Just then, we heard a large crashing sound come from inside of the house. My companion and I looked at each other, unsure of what to do. After a few moments, more clanging, this time closer to the door, echoed inside the home. Suddenly, the door swung open and the man reappeared. He was holding his neck and his face was swollen. It was beginning to become blue.

He motioned to us for help. My companion looked at me, then looked back at the man. Before I could say anything, my companion started sprinting away. Suddenly the man collapsed onto the porch. I tried to lift him up with no luck. I was only able to get him turned so that his face was no longer right against the concrete. His collapse appeared to have broken his nose and blood poured out onto my shirt, pants and shoes as I struggled against his weight.

“Come back!” I screamed at the top of my lungs as my companion’s outline disappeared around the corner of the cul-de-sac. “Help!” I yelled again. “Help! Please! Someone help!”

I felt as the man’s breathing became more and more shallow. Within a minute, his breathing stopped completely. I sat there in shock for what seemed like forever until eventually an ambulance turned the corner, sirens blasting, and pulled into the driveway. It looked like someone had heard my cry for help and called 911.

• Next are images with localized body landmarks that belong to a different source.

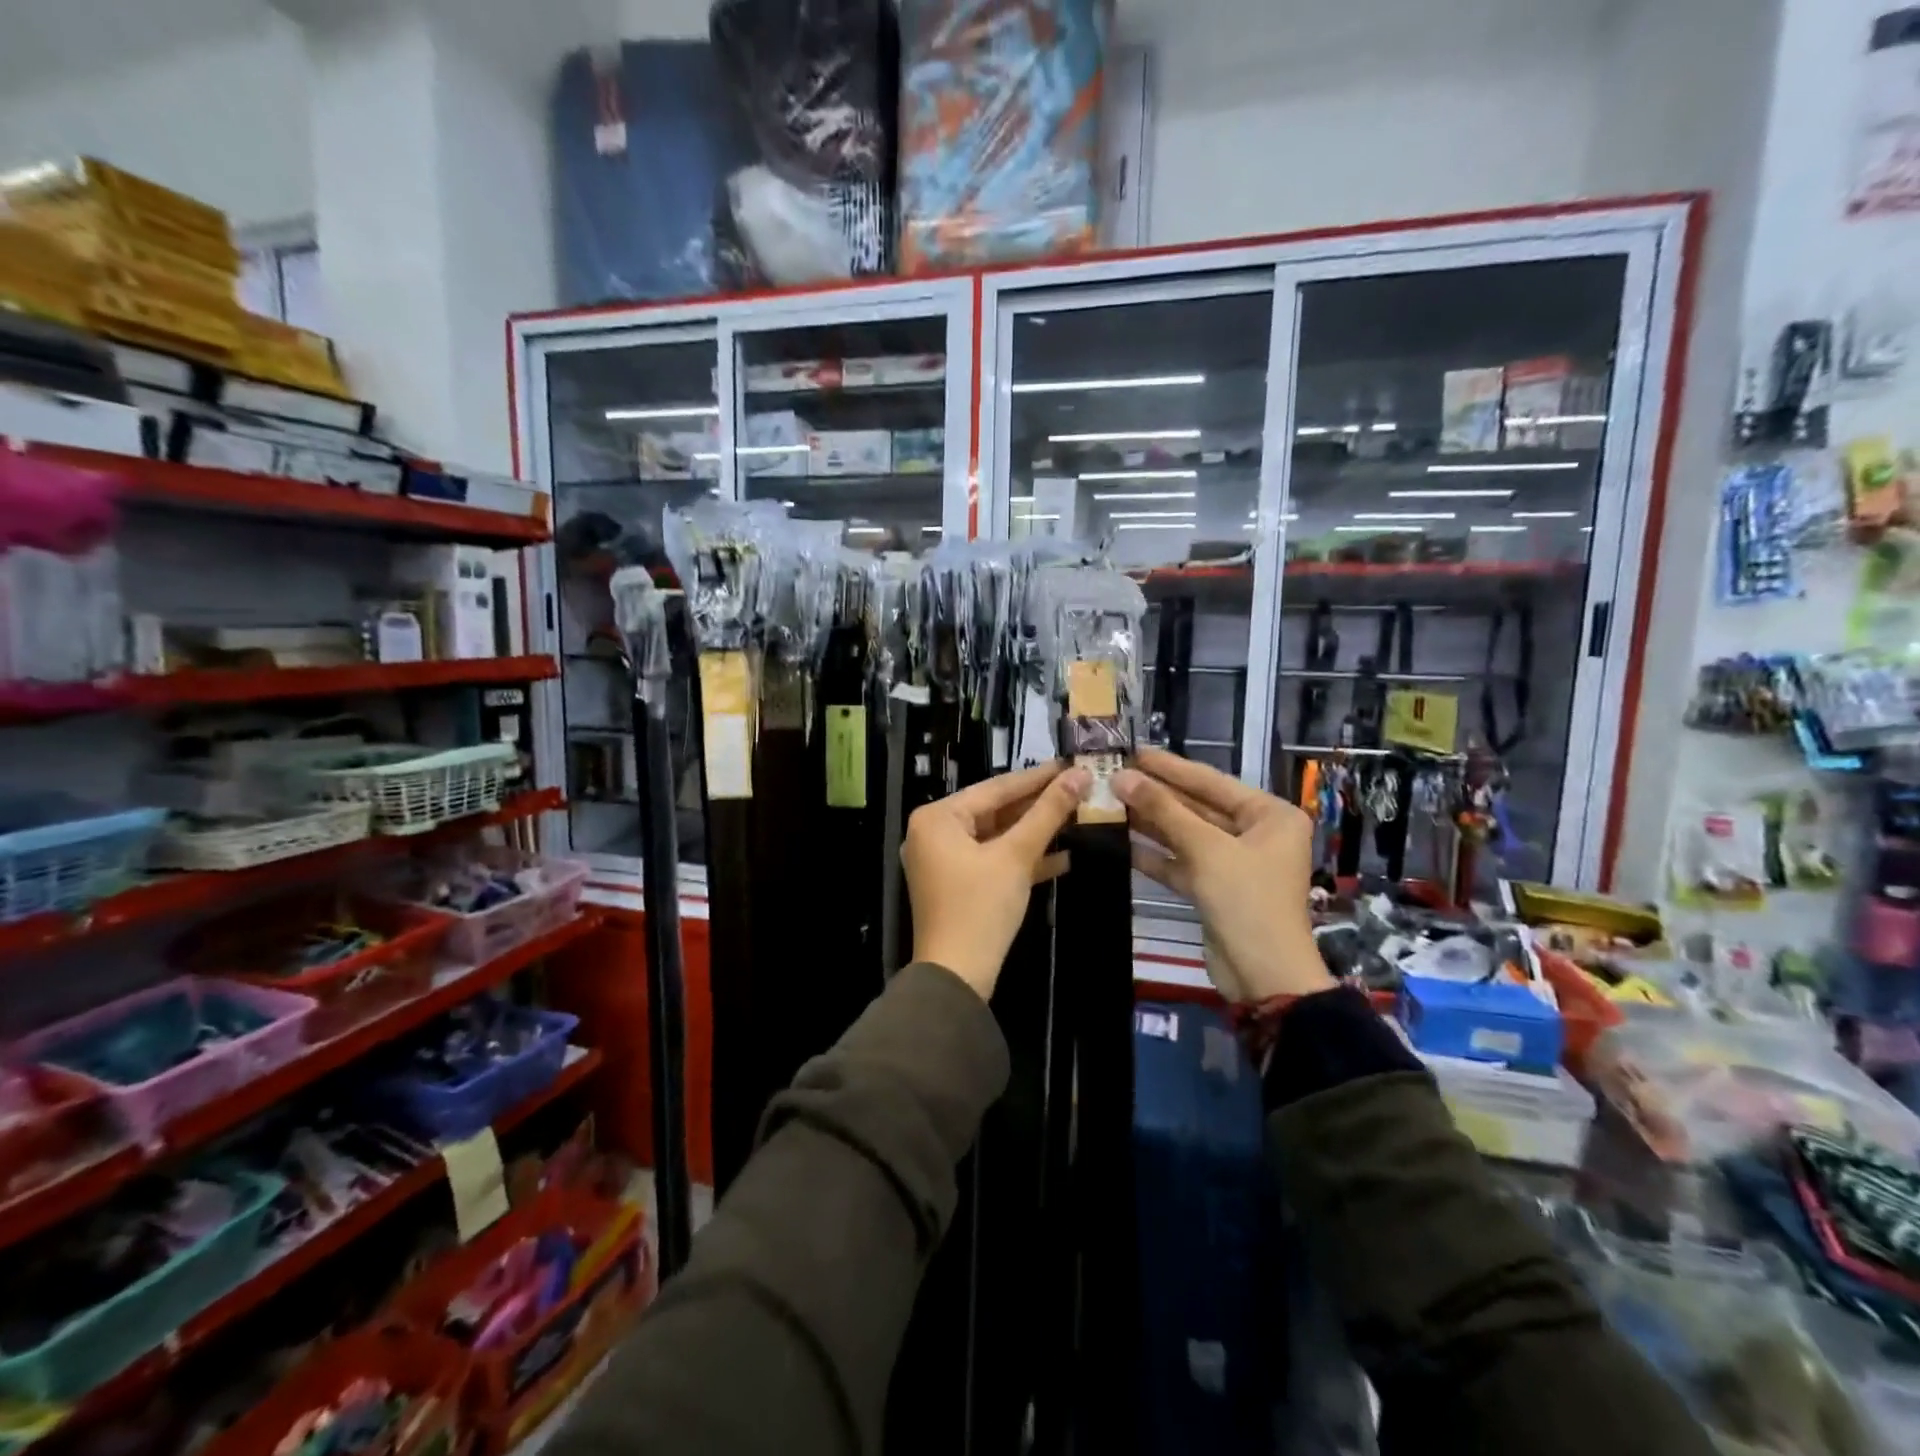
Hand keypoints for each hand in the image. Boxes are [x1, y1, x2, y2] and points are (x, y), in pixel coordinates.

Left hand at [903, 762, 1089, 998]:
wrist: (957, 977)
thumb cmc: (980, 907)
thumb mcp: (1016, 856)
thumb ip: (1048, 813)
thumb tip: (1080, 775)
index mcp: (938, 817)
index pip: (995, 788)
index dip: (1038, 777)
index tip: (1072, 763)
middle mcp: (934, 833)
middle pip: (996, 811)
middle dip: (1039, 806)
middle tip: (1080, 788)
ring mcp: (944, 861)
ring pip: (997, 837)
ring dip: (1036, 833)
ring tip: (1078, 818)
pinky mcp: (958, 885)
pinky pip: (993, 861)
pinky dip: (1023, 859)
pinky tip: (1064, 857)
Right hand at [1116, 747, 1334, 1001]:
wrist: (1264, 976)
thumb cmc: (1247, 901)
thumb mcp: (1206, 849)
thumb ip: (1163, 810)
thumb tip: (1122, 776)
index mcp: (1270, 815)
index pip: (1211, 781)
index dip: (1170, 766)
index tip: (1133, 751)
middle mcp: (1255, 833)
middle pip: (1197, 806)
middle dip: (1156, 795)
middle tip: (1113, 775)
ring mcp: (1234, 862)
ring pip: (1186, 834)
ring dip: (1150, 822)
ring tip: (1109, 802)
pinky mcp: (1214, 888)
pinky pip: (1181, 862)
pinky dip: (1155, 854)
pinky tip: (1120, 840)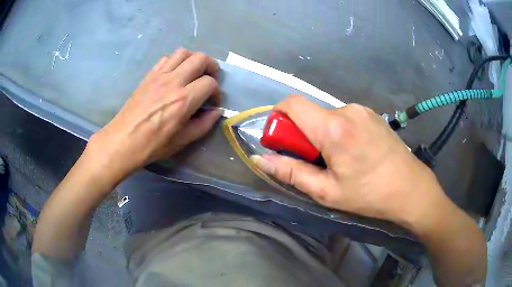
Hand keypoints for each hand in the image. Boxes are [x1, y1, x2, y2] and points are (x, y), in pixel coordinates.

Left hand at [87, 48, 221, 180]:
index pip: (210, 83)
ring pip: (183, 52)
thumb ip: (204, 124)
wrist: (123, 140)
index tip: (213, 103)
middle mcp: (173, 82)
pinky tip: (175, 75)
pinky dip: (176, 62)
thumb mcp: (182, 141)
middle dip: (212, 67)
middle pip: (200, 59)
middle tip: (210, 80)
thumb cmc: (153, 145)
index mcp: (183, 100)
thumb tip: (216, 111)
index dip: (217, 92)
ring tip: (194, 73)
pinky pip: (166, 58)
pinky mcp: (149, 75)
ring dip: (194, 60)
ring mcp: (159, 76)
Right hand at [251, 96, 450, 229]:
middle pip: (310, 113)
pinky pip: (345, 117)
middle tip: (316, 161)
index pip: (292, 104)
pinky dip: (339, 131)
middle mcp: (347, 110)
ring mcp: (362, 110)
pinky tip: (355, 152)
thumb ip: (291, 173)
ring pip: (328, 116)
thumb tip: (260, 160)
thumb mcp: (327, 191)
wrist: (411, 188)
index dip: (278, 116)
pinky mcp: (372, 114)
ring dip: (323, 134)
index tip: (281, 140)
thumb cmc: (369, 194)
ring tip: (340, 160)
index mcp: (333, 128)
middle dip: (303, 134)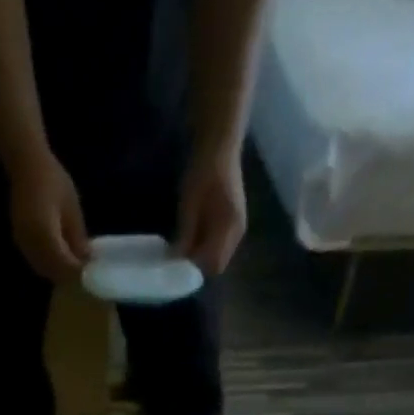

Two paramedics started trying to resuscitate the man while another came and asked me what had happened. I told her we had knocked on the door, chatted for a minute and then he had gone inside. Next thing I knew, the man was back at the door choking and my companion had run off.

“Wait,” she said. “Your friend, is he dressed like you?”

“Yes.” I said “he was wearing a white shirt and tie just like me.”

“You are riding with us to the hospital. Your friend is in the back of our ambulance. I’m sorry to tell you this, but he died just a few minutes ago.”

I felt faint. “What? How? Was he hit by a car?”

“No.” she said “someone called it in that he had collapsed on the side of the road. He was already dead when we found him. We tried to resuscitate him with no luck. We will need your statement back at the hospital.”

I followed her back to the ambulance as the other paramedics started putting the man on a gurney. They covered him with a white cloth then put him in the back. I followed the paramedic I had been talking with, riding in the back with two fresh corpses all the way to the nearest hospital.

A few days later I was finally told the cause of death by my companion’s parents. I had emailed them against my mission president’s counsel and told them how great their son was and let them know I would talk with them anytime to explain what had happened. Within an hour we were chatting on the phone. They told me that both my companion and the man had died of the same cause: drowning.

I still couldn’t believe what had happened. It didn’t seem possible. The whole experience had made me feel numb inside. I hung up the phone, tears in my eyes. I sat down at my desk and pulled my shoes off my feet. I grabbed my shoe polish kit that I used every week since I had been in the MTC. I picked out the rag and slowly started to clean the blood and dirt off of my dusty shoes.